Outro dia, em conversa com o Pai Pequeno, comentamos que as maiores demandas que um terreiro enfrenta não são as vindas de fora. Essas são apenas “demandas oportunistas”, que aproveitam os enfraquecimentos causados pelas demandas verdadeiras para se instalarem. E quais seriam as “verdadeiras”? As verdadeiras, as mais difíceis de se resolver, as que desgastam mais e que mais abalam as estruturas espirituais da casa são as demandas INTERNAS, particularmente aquelas que envolvem filhos do mesmo terreiro.
Não estou falando de demandas espirituais no sentido literal, ou seja, de uma pessoa fazer um trabalho contra outra dentro do mesmo terreiro. Não! Isso é tão fora de contexto que não vou nem considerar nas minhas observações. Chamo de “demanda interna” as broncas, os ódios, as resmunguices, os olhares enviesados, o cochicho escondido, o rosto virado, o “não falo com”, e outras coisas parecidas. E antes de eu continuar, já peço: NÃO PARE DE LER! Pode ser que eu esteja falando de você e para você, e gostaria que prestasse atenção! É importante!
A primeira reação da maioria das pessoas, nesse momento, é pensar: “É mesmo! Esse assunto é muito importante, e que bom que está sendo abordado aqui, porque já vi que Fulano age assim com Beltrano, e Beltrano age da mesma forma com Sicrano.” Se o seu pensamento foi esse, caro leitor, eu repito: NÃO! Não é do Fulano e nem de Beltrano que estou falando! É de você! Sim, você mesmo! Aí, dito isso, você deve estar pensando: “falando de mim? Não mesmo! Eu não ajo assim com ninguém, a não ser com tal pessoa, mas só porque ele (a) faz assim comigo...” Outros dirão: “Ah... só faço isso quando tenho razão...” E outros: “Faço porque não tolero algumas coisas, não tenho sangue de barata...” Ui! Foram três chutes na canela, se você não percebeu... Então, por isso, vamos lá! Vamos tentar deixar as coisas mais claras!

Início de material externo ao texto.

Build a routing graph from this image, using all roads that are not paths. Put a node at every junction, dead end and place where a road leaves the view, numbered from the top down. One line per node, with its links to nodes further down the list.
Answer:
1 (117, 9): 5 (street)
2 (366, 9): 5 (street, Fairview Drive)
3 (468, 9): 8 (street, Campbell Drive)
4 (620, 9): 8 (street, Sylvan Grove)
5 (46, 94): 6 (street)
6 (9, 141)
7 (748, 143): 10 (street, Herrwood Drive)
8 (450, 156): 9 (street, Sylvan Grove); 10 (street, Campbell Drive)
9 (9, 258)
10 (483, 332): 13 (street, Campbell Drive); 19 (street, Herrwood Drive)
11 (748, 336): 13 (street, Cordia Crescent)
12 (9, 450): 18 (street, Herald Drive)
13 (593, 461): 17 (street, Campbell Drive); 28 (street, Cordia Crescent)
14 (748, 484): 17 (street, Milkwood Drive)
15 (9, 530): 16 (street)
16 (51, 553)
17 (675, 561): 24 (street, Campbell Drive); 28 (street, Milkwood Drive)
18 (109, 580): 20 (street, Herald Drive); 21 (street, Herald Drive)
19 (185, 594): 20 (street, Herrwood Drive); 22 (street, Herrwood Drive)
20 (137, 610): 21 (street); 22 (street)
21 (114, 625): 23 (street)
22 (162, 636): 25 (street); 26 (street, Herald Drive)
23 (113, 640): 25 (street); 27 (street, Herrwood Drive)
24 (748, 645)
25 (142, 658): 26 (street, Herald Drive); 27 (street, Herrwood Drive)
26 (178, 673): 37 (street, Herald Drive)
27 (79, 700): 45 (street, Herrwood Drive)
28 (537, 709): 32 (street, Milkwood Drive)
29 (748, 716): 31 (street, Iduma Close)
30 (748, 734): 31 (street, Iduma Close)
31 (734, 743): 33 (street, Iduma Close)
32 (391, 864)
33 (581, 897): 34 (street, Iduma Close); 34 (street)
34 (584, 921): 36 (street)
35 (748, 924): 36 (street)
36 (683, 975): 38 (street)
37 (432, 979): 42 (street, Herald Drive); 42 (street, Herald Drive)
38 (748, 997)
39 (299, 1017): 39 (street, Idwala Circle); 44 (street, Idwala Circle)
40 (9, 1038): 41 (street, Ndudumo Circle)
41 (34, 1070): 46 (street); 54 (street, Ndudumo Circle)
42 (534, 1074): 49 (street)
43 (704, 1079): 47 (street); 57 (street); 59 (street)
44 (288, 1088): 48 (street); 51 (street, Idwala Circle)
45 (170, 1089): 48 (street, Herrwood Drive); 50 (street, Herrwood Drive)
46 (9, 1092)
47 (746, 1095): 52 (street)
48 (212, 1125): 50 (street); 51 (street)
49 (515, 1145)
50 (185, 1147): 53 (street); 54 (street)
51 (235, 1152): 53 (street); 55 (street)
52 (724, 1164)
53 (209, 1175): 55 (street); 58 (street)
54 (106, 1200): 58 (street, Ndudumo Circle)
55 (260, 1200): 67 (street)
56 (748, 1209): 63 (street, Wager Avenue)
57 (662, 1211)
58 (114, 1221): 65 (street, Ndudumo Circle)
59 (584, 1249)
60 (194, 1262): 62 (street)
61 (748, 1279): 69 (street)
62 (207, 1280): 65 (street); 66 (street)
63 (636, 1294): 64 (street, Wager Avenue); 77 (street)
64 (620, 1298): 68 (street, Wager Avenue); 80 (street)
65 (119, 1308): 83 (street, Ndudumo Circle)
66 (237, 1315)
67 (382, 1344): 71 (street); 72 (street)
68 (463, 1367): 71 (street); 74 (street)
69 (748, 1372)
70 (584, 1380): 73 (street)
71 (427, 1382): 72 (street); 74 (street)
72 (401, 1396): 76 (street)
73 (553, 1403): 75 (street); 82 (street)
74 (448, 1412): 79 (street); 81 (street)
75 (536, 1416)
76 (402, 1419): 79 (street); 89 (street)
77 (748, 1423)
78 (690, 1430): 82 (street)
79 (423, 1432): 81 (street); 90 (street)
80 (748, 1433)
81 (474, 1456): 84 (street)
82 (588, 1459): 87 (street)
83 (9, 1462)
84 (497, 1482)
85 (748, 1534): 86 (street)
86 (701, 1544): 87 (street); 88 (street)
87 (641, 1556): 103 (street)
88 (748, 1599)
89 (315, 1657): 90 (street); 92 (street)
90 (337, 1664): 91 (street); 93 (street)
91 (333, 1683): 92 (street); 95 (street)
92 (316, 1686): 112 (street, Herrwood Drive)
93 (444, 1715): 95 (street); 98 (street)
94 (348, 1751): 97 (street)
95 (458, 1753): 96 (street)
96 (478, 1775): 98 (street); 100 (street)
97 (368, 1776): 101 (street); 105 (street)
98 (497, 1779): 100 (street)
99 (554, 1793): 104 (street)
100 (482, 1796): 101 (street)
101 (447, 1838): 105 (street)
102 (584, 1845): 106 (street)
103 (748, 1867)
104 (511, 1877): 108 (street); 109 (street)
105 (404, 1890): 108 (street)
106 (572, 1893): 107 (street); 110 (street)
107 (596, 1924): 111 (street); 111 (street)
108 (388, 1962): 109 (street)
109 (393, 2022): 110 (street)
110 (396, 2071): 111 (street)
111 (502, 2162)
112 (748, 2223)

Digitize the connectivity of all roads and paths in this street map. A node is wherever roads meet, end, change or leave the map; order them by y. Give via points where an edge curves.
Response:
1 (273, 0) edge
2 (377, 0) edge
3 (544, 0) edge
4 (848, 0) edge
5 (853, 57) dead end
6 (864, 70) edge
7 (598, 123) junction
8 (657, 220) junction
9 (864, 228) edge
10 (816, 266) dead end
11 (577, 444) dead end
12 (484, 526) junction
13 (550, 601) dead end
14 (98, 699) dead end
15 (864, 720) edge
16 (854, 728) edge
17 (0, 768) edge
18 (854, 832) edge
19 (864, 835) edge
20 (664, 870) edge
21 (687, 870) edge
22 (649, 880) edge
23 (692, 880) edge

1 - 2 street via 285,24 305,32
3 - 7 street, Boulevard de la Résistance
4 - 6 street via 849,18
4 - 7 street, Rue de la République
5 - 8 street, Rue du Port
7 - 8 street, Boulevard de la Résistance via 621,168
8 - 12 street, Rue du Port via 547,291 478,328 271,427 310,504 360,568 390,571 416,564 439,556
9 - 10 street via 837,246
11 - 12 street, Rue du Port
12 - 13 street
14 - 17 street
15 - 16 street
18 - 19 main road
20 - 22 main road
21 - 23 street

Vamos começar falando de você! Sim, falando de você que procurou um terreiro de Umbanda porque reconheceu-se necessitado de auxílio para desenvolver-se mediunicamente e crescer espiritualmente e moralmente. Naquele dia em que iniciou-se na Umbanda, você desejou aprimorar sua mediunidade e se tornar uma pessoa melhor, lembra? E isso, porque você olhou para trás e falou: “já andei por tantos lugares e já fiz tanta coisa errada... Quero mudar! Quero evoluir!” Aliás, “evoluir” é a palavra que a maioria fala. E o “evoluir” significa “conseguir errar menos”. E quantas vezes você já errou em sua vida? Quantas vezes você falou algo de que se arrependeu depois? Quantas atitudes você não teria tomado se pudesse voltar no tempo? E sabe por que você errou tanto? Eu sei: por ignorância! Não foi porque você é mau! Em toda a sua vida, você só quis ser feliz mas, por não saber o caminho certo, muitas vezes optou pelo errado! Aquela palavra áspera que você falou para alguém foi porque, naquele momento, você achou que era o melhor a ser dito! Aquela falta grave só foi cometida porque a sua consciência, naquele momento, não viu nada demais naquela ação... E as percepções dos erros que cometeu só vieram depois de ver o desfecho das coisas e sofrer as consequências, não foi? Pois é... É assim que aprendemos... Nós erramos, sofremos as consequências, para só depois aprendermos o que não deveríamos ter feito... Isso acontece com você, acontece comigo e... acontece com todos, incluindo com seu irmão de terreiro!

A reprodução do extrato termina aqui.